The sense that Jakob Dylan is finally an artist in his own right has had at least a superficial effect on his stage demeanor, thawing out his protective coating of reticence and revealing the ambitious, eager-to-please rock star beneath. A smiling, almost chatty Dylan tried to come off as a more in-the-moment performer, though his attempts at spontaneity were sometimes painfully awkward, particularly a spoken-word interlude that nearly beached “6th Avenue Heartache.” After he mentioned for the fifth time that his album was out this week and that he was “really excited about it,” I found myself yearning for the shy, surly Dylan of old.

Dylan gave dutiful, note-for-note readings of his best-known songs, and the expanded and retooled Wallflowers performed them with workmanlike dispatch.
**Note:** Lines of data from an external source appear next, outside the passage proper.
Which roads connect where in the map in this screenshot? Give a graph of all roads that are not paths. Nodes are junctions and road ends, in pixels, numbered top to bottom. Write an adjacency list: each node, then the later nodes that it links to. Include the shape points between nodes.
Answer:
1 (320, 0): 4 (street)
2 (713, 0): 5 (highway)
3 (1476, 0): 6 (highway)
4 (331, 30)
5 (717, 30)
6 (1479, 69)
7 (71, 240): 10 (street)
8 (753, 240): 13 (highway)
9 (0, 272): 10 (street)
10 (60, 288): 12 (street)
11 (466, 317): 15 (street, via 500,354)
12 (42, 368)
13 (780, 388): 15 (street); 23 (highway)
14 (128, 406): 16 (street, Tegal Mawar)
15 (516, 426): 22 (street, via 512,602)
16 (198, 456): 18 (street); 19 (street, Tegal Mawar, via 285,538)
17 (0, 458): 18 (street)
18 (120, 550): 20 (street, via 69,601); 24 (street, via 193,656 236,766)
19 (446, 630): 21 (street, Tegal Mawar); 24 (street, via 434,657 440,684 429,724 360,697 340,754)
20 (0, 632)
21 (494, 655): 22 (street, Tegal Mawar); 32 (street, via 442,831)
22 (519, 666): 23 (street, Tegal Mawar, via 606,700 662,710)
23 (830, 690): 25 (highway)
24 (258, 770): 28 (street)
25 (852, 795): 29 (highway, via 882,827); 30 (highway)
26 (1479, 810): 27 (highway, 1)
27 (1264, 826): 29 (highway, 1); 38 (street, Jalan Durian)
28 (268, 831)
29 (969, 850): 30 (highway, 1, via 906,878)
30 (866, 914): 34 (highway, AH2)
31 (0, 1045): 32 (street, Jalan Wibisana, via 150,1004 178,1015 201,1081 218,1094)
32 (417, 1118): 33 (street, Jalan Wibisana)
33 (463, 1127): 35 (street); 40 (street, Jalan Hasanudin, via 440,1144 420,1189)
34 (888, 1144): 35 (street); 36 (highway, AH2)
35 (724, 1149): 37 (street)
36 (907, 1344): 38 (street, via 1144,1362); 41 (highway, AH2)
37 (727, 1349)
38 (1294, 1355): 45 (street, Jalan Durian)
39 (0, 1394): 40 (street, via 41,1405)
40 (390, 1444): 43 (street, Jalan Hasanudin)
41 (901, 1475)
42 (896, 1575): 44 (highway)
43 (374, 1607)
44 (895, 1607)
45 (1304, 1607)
Their sound occasionally suggests a combination of The Band’s rag-mamma-rag soulfulness and Peter Gabriel’s almost mystical sense of despair, but it never quite achieves that intriguing synthesis. Instead, it more frequently suggests the cold, world-weary precision of the Eagles.

His newer tunes — “Sleepwalker,” “Some Flowers Bloom Dead,” “Letters from the Wasteland” — are a downcast bunch, with Dylan ruminating ruefully about public perceptions of himself. He delivered them seductively in a voice with a smoky, real-men-don’t-cry ache. These were elegies soaked in Rami Jaffee’s gospel organ and punctuated by Michael Ward’s well-played but perfunctory guitar solos. This was a polite, well-rehearsed band making polite music for an audience that politely cheered them on.

Everybody loosened up for the old breakthrough singles, especially “The Difference” and “One Headlight.” And though the encore of The Who’s “Won’t Get Fooled Again” wasn’t exactly a daring choice it did suggest that the Wallflowers can break outside of their tightly prescribed arrangements and actually rock. Until that happens more consistently, however, the Wallflowers will remain more of a pleasant top-40 diversion than a band to be seriously reckoned with.